#### Aim of the task:
Copy out each line below in which the string "that" appears.

#### Data to use:
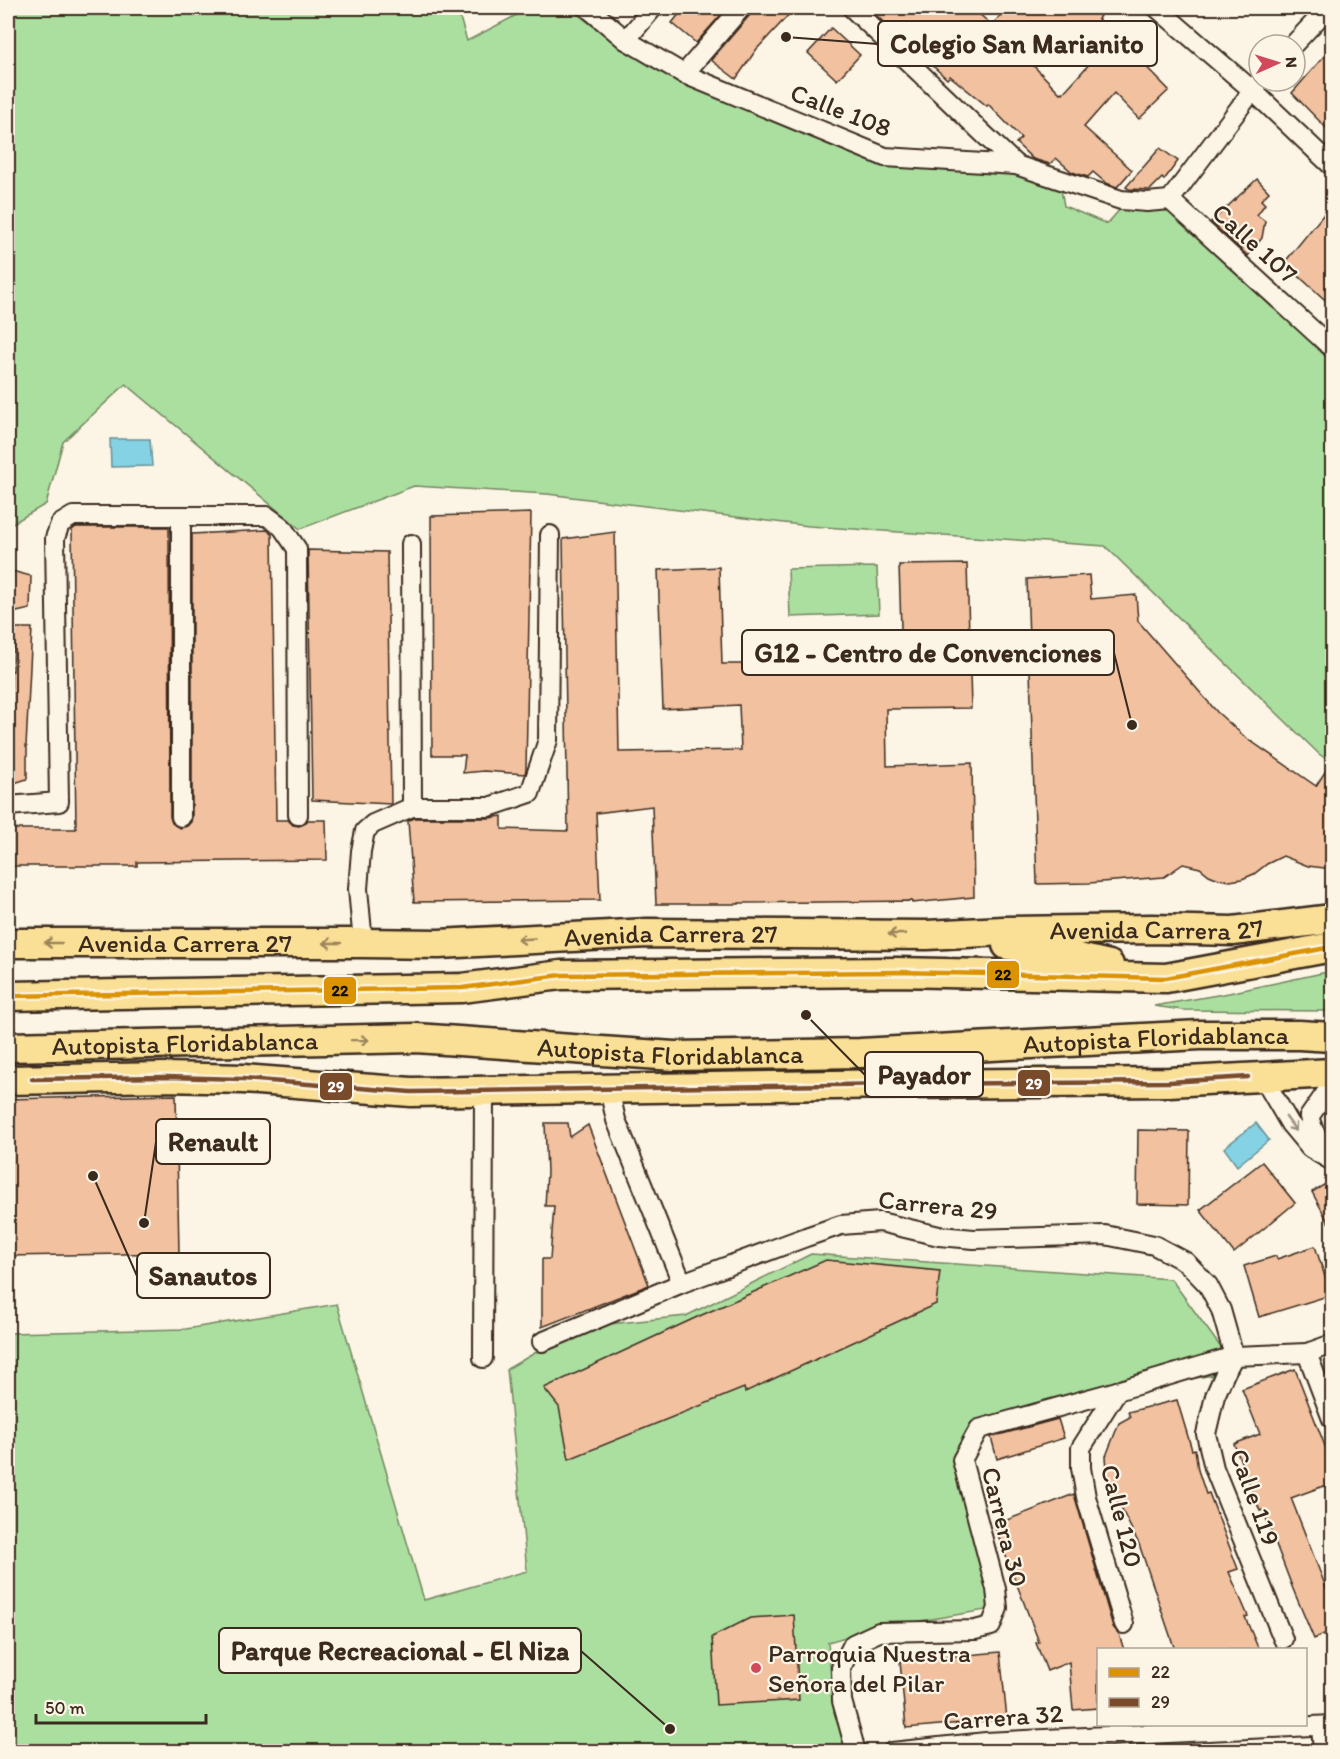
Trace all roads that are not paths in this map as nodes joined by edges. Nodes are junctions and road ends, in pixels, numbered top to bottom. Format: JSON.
* * *
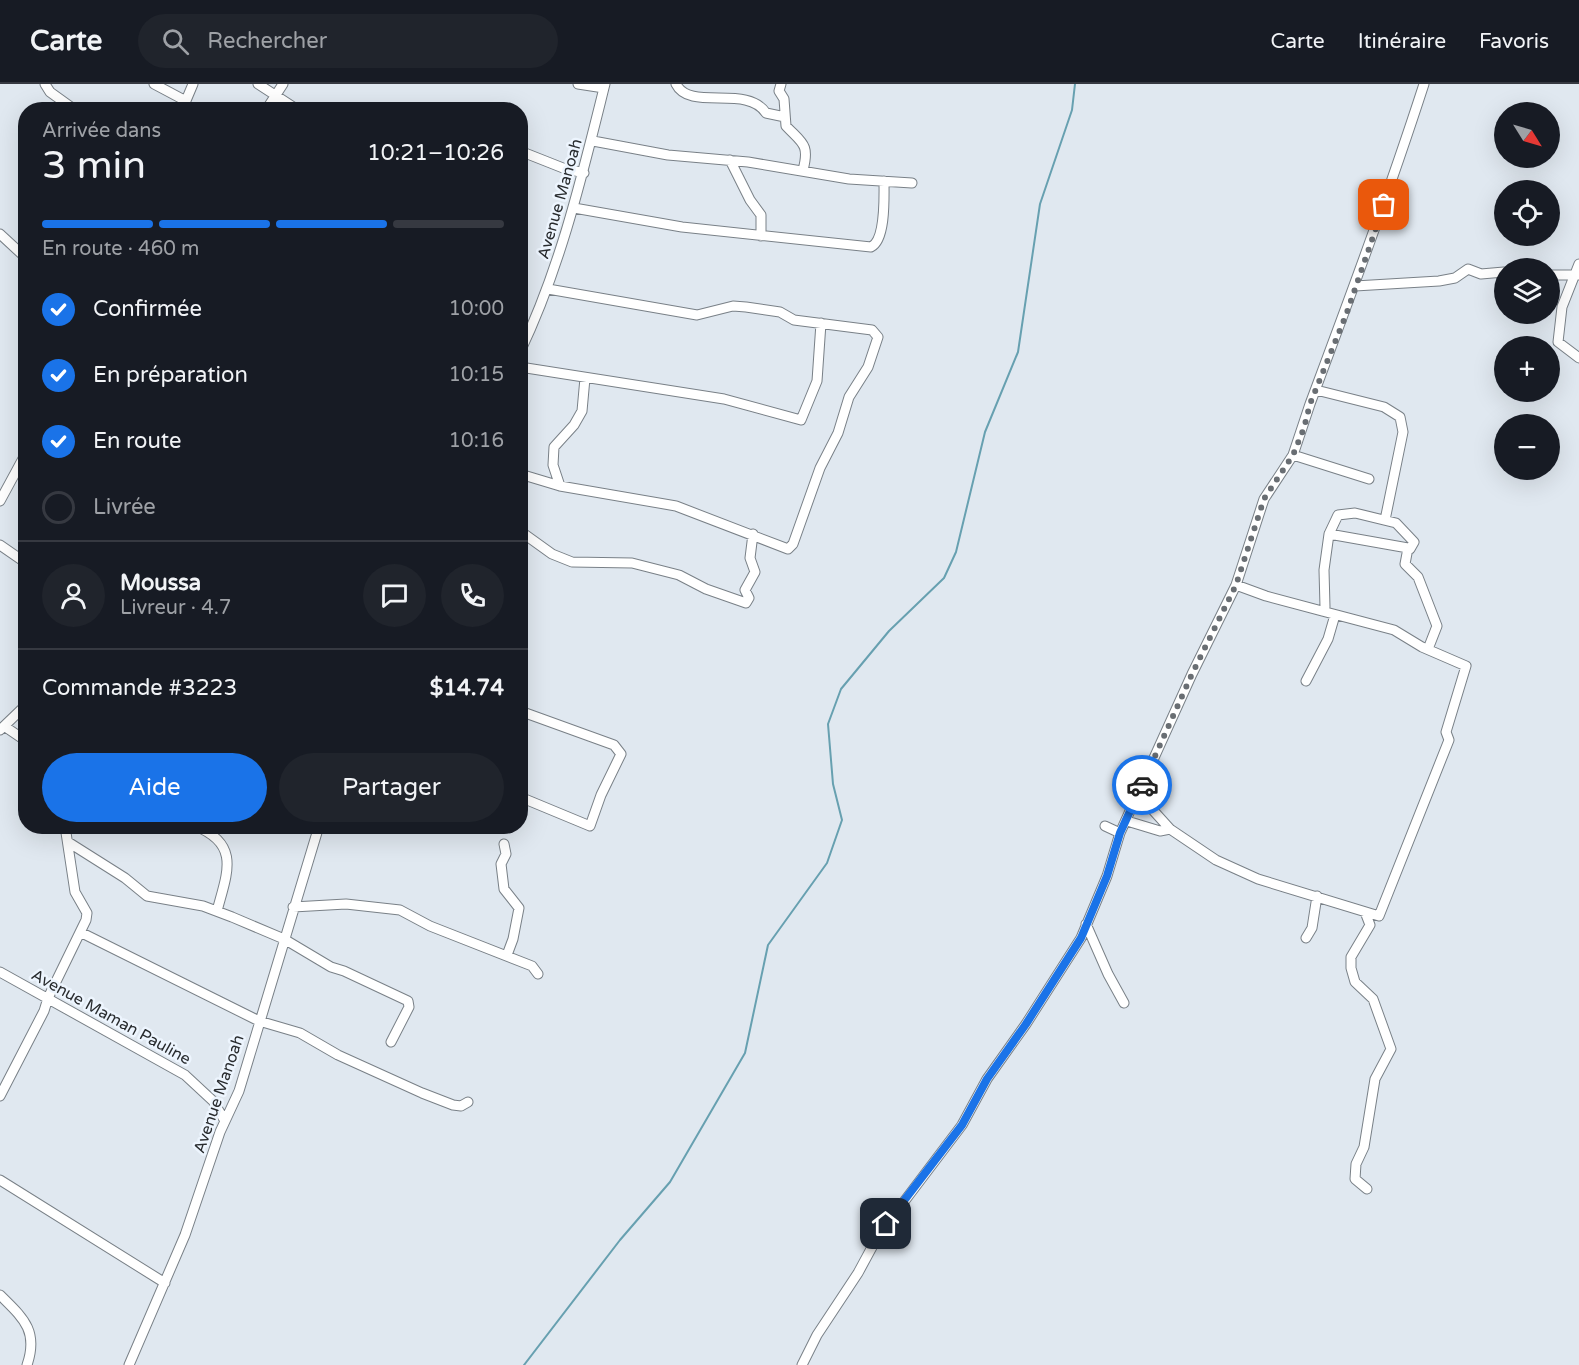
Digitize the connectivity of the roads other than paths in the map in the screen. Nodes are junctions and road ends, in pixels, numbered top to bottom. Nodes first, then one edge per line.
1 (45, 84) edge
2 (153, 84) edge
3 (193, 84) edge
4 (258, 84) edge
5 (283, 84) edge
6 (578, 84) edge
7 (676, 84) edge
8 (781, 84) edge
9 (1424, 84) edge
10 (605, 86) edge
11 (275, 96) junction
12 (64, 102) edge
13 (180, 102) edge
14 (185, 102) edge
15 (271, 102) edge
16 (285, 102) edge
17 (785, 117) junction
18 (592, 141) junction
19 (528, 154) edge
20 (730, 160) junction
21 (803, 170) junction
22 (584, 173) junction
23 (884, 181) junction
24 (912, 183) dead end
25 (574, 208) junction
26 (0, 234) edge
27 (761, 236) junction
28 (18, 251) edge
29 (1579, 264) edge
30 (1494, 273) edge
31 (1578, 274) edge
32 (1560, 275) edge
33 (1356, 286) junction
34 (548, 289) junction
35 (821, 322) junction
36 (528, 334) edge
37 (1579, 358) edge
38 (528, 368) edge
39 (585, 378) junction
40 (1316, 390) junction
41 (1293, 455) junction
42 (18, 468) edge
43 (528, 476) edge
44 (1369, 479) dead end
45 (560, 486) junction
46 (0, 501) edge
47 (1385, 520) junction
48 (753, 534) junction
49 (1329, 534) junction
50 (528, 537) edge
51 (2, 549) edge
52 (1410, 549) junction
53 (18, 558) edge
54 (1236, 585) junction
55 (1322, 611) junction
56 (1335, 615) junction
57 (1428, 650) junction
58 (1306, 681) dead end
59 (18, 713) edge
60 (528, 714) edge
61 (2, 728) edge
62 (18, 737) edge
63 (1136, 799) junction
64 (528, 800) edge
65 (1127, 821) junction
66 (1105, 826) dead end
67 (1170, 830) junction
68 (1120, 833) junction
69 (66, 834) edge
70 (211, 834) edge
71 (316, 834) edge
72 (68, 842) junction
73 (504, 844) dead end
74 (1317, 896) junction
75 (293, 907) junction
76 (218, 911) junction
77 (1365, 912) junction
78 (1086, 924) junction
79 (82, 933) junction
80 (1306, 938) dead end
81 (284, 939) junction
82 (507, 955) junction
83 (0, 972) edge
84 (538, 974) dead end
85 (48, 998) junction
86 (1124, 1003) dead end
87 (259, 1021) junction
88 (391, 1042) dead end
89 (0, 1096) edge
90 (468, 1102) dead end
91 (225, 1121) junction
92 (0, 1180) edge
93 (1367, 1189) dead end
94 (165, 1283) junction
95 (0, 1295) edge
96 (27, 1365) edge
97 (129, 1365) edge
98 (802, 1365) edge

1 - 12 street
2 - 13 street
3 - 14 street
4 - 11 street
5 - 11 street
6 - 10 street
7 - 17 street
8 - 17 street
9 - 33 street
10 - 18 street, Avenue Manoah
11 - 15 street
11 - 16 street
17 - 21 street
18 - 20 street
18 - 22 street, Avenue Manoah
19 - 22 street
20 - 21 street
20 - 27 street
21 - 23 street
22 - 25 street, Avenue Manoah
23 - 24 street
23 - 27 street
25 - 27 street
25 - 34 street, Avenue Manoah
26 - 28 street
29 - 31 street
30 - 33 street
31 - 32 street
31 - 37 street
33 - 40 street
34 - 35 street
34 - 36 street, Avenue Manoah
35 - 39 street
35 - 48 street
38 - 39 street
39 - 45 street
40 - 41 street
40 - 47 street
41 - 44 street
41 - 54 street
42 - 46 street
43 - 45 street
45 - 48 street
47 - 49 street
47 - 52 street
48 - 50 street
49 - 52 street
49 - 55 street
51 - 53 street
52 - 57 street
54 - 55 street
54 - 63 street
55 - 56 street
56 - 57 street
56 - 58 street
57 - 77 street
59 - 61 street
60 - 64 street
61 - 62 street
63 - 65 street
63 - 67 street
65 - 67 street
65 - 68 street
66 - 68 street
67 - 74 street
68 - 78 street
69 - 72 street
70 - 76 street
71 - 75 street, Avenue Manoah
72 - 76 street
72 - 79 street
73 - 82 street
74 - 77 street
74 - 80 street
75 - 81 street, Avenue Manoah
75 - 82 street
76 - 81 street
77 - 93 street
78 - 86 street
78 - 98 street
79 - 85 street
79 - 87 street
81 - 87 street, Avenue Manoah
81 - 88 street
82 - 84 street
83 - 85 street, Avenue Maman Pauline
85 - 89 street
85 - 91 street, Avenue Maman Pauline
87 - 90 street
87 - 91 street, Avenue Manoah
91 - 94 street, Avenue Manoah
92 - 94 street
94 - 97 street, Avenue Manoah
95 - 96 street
...
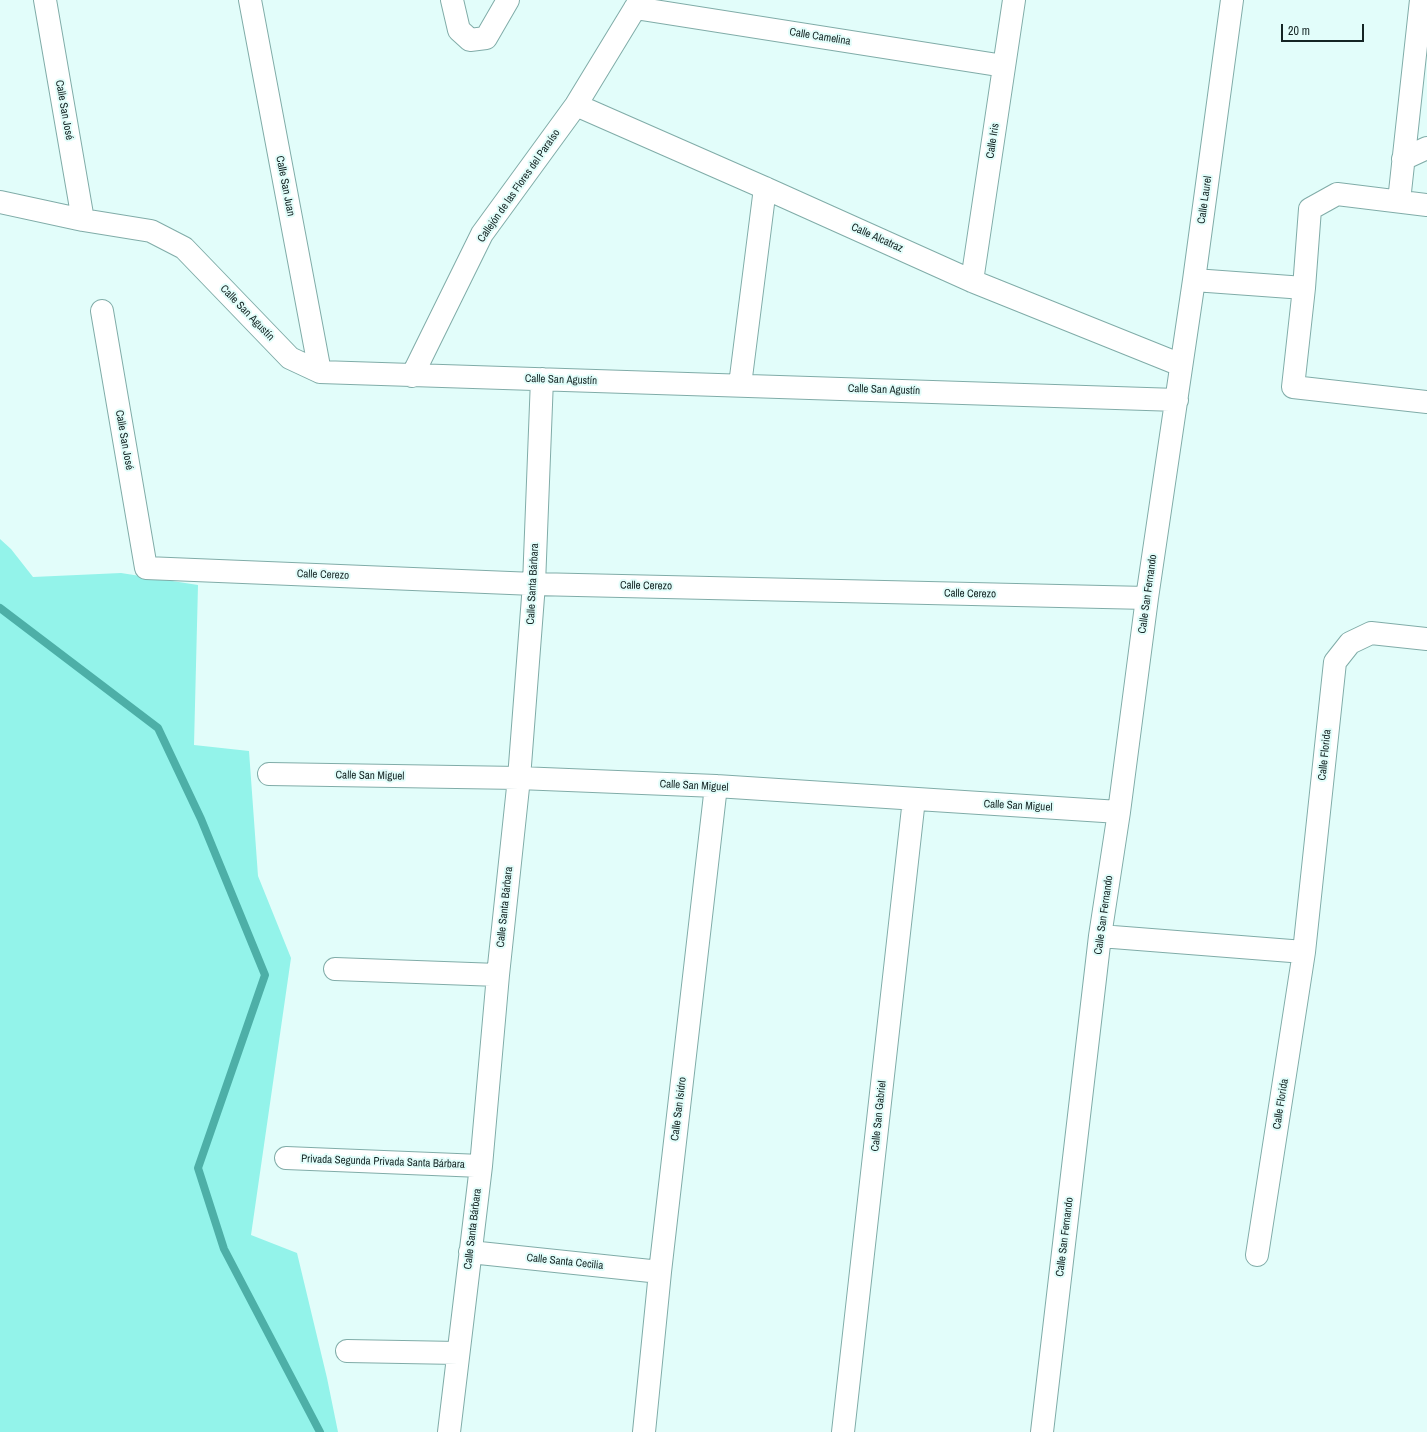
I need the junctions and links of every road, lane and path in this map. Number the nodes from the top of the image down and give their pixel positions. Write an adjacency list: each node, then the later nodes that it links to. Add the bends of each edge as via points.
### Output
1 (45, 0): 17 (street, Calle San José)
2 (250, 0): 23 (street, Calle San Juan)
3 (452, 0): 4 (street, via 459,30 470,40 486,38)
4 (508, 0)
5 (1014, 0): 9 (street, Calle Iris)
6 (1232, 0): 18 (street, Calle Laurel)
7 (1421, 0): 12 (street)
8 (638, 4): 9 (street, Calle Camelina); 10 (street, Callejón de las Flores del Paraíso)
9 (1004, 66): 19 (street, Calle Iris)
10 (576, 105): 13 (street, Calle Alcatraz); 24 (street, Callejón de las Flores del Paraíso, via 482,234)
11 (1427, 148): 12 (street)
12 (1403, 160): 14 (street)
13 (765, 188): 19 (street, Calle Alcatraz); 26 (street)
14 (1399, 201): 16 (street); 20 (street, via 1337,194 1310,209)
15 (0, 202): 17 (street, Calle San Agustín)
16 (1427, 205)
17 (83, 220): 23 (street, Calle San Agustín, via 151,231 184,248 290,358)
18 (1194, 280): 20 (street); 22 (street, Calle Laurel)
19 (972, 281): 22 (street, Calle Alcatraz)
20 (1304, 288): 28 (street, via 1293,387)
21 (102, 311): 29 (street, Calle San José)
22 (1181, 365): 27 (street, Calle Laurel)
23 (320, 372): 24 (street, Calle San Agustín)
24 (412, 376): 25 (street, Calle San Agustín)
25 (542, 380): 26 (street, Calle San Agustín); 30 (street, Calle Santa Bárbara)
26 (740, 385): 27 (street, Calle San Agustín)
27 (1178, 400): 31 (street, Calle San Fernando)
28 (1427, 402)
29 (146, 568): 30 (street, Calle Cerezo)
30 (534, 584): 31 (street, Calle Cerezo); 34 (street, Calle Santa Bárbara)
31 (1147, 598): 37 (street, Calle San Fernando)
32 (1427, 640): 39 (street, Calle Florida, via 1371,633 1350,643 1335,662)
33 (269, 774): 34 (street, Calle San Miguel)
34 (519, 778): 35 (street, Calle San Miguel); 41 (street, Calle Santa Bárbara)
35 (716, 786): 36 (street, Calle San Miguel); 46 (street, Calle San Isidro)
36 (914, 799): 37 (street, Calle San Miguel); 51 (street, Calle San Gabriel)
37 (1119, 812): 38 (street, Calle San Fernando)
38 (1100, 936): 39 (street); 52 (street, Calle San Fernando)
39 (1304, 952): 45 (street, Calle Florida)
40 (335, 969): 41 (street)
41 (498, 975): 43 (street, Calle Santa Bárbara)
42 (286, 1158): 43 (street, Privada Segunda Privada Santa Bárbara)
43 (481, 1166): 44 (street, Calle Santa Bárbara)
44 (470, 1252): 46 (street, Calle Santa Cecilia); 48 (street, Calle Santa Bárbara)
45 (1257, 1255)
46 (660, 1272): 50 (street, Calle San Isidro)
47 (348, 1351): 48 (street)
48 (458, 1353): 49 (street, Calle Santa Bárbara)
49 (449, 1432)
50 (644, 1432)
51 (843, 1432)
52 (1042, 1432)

#### Answer to this exercise:
Trace all roads that are not paths in this map as nodes joined by edges. Nodes are junctions and road ends, in pixels, numbered top to bottom. Format: JSON.
I need the junctions and links of every road, lane and path in this map. Number the nodes from the top of the image down and give their pixel positions. Write an adjacency list: each node, then the later nodes that it links to. Add the bends of each edge as via points.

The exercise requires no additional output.